If the leeches and rain weren’t bad enough, walking all day and sleeping under a soggy rain jacket made it worse. Often they were cold, hungry, sleep-deprived, and the snakes and lizards were constant visitors.

“I’m sitting there next to a typical jungle tree, and a really large snake slithered by,” he said. “My head would have been right there where that snake was.”

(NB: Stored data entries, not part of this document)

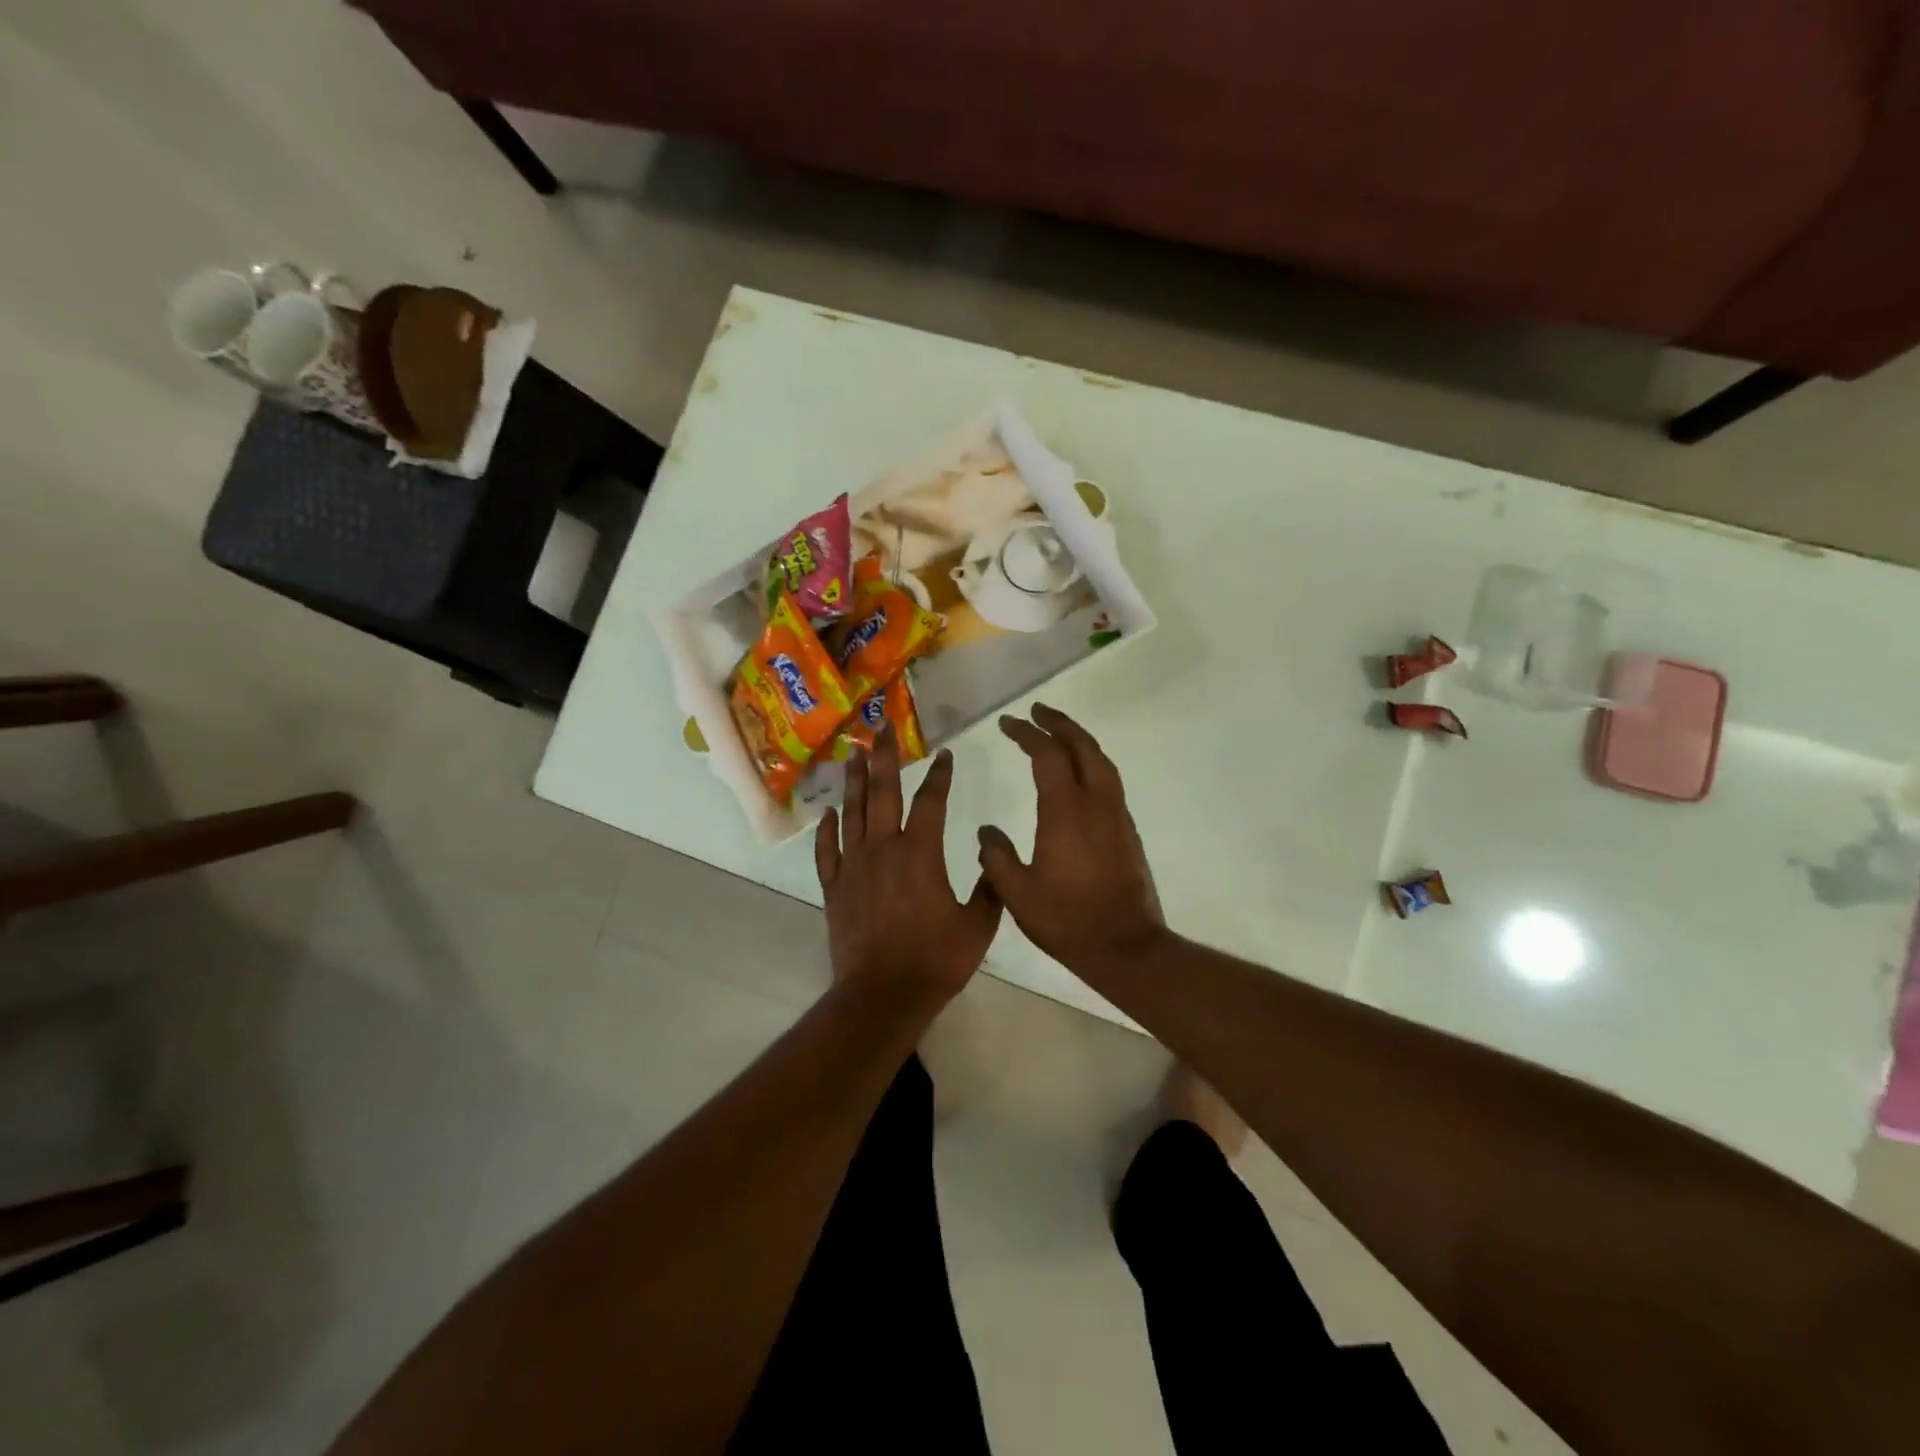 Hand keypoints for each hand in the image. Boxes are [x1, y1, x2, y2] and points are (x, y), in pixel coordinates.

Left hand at [815, 735, 1002, 1016]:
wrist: (883, 994)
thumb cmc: (935, 960)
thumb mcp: (978, 926)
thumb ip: (990, 888)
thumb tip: (994, 857)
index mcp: (920, 853)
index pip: (930, 801)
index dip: (939, 775)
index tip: (944, 754)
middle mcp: (884, 848)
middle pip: (882, 792)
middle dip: (883, 757)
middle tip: (880, 728)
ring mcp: (854, 866)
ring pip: (852, 812)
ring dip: (852, 780)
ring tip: (852, 753)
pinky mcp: (835, 887)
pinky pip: (828, 850)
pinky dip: (827, 829)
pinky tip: (828, 813)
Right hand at [977, 704, 1165, 975]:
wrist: (1126, 947)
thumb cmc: (1067, 920)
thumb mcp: (1017, 893)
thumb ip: (996, 857)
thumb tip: (987, 832)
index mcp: (1066, 810)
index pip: (1046, 755)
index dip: (1026, 733)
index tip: (1008, 723)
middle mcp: (1096, 803)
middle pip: (1082, 747)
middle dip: (1059, 723)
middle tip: (1037, 711)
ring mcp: (1117, 816)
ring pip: (1102, 762)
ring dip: (1079, 740)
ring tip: (1058, 733)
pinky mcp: (1127, 831)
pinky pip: (1109, 781)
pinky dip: (1091, 763)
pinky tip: (1079, 775) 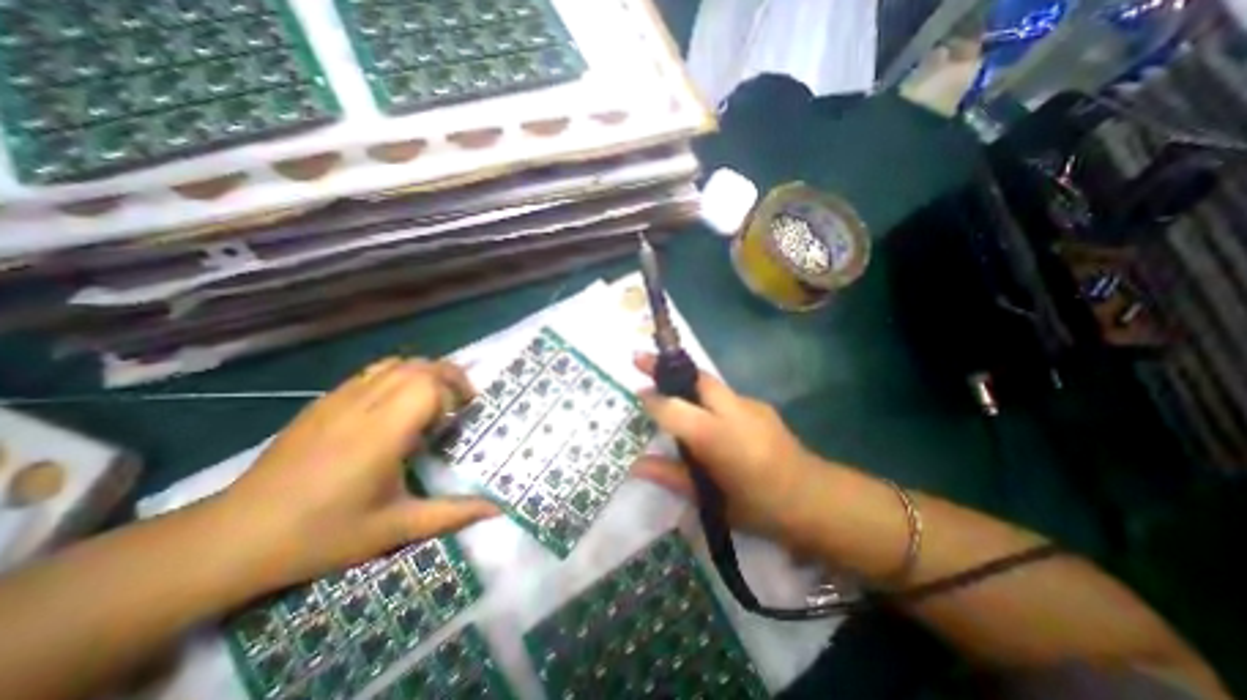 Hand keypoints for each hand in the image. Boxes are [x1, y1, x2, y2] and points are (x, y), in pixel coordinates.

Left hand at [217, 357, 499, 588]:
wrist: (232, 538)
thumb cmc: (322, 534)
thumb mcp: (395, 529)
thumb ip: (452, 514)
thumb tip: (498, 510)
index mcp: (382, 434)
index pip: (429, 386)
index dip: (453, 394)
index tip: (460, 417)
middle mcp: (363, 407)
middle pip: (418, 366)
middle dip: (449, 376)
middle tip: (460, 402)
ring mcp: (339, 400)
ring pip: (396, 364)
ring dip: (425, 373)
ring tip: (434, 398)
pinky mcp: (323, 402)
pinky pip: (373, 372)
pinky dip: (399, 376)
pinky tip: (398, 404)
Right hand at [635, 355, 824, 539]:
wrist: (816, 499)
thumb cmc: (760, 507)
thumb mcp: (711, 500)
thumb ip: (671, 476)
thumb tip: (635, 465)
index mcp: (719, 438)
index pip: (675, 408)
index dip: (653, 399)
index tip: (636, 392)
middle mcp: (735, 411)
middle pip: (695, 377)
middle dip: (665, 365)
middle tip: (639, 359)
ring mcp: (750, 404)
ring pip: (709, 382)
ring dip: (684, 380)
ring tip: (664, 385)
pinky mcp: (759, 405)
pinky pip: (723, 394)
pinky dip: (704, 395)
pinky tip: (702, 413) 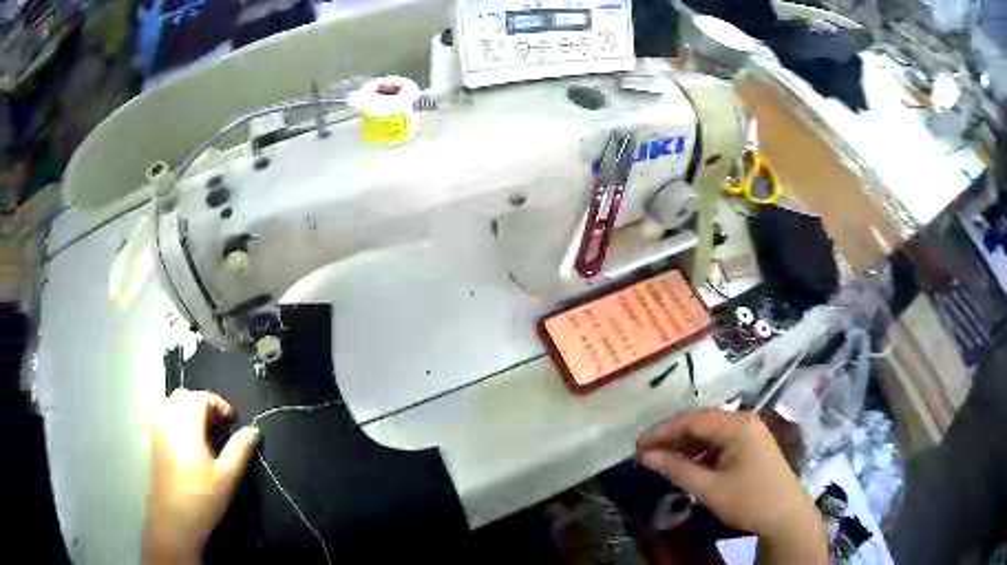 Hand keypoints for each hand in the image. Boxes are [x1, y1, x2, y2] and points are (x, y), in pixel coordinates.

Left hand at [143, 389, 259, 564]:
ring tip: (204, 432)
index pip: (202, 397)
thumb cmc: (203, 497)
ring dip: (189, 410)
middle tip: (220, 426)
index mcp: (187, 423)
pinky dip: (177, 418)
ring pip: (172, 403)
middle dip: (204, 404)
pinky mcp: (153, 440)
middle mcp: (168, 419)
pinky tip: (188, 440)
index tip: (233, 422)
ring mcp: (158, 429)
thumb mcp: (228, 476)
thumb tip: (253, 431)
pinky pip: (164, 415)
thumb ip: (240, 450)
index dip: (220, 404)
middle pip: (185, 396)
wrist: (174, 518)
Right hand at [638, 410, 827, 563]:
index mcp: (737, 425)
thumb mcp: (709, 488)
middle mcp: (745, 420)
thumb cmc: (748, 500)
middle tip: (646, 452)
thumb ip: (677, 469)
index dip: (663, 431)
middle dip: (673, 437)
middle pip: (702, 422)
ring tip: (663, 459)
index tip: (638, 445)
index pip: (692, 420)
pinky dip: (702, 452)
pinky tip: (689, 465)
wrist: (785, 516)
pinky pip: (722, 442)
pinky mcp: (753, 445)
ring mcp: (751, 432)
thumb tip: (646, 456)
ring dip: (687, 445)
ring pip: (711, 432) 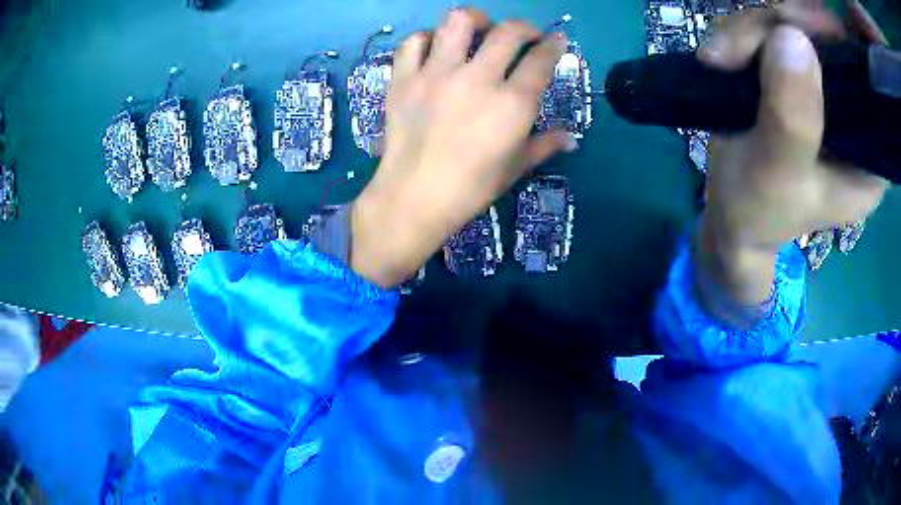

Once his unit couldn’t get re-supplied, and they ran out of food, though they had plenty of ammunition. They foraged for potato-like vegetables, fished and hunted to stay alive. Gates said he also ran out of cigarettes and decided to smoke a small corner of his blanket instead.

Two armies, one fight

Gates described his emotions during his time in Vietnams as nervous and anxious, not knowing who was friend or foe, if local children were booby-trapped or if racial tensions within the unit would explode in violence.

“Ninety percent of the kids in Vietnam were drafted, and it was not a very effective army because most were drafted as opposed to enlisted,” he said.

Gates was in the 23rd Infantry Division, the same division as former Secretary of State Colin Powell and the same division involved in the My Lai Massacre on March 16, 1968, a year before he enlisted.

“They took three brigades and brought them together, and the division was probably too big, at tens of thousands of men,” he said.

Gates was discharged on July 31, 1971, and he said he was offered no support or transition from jungle warfare back to life in the American Midwest.

“Some people dealt with it better than others,” he said.

Gates dealt with it well, mostly because he felt he never lost his own humanity.

This story ran in the October 27, 2010 edition of the High Timber Times and the Clear Creek Courant.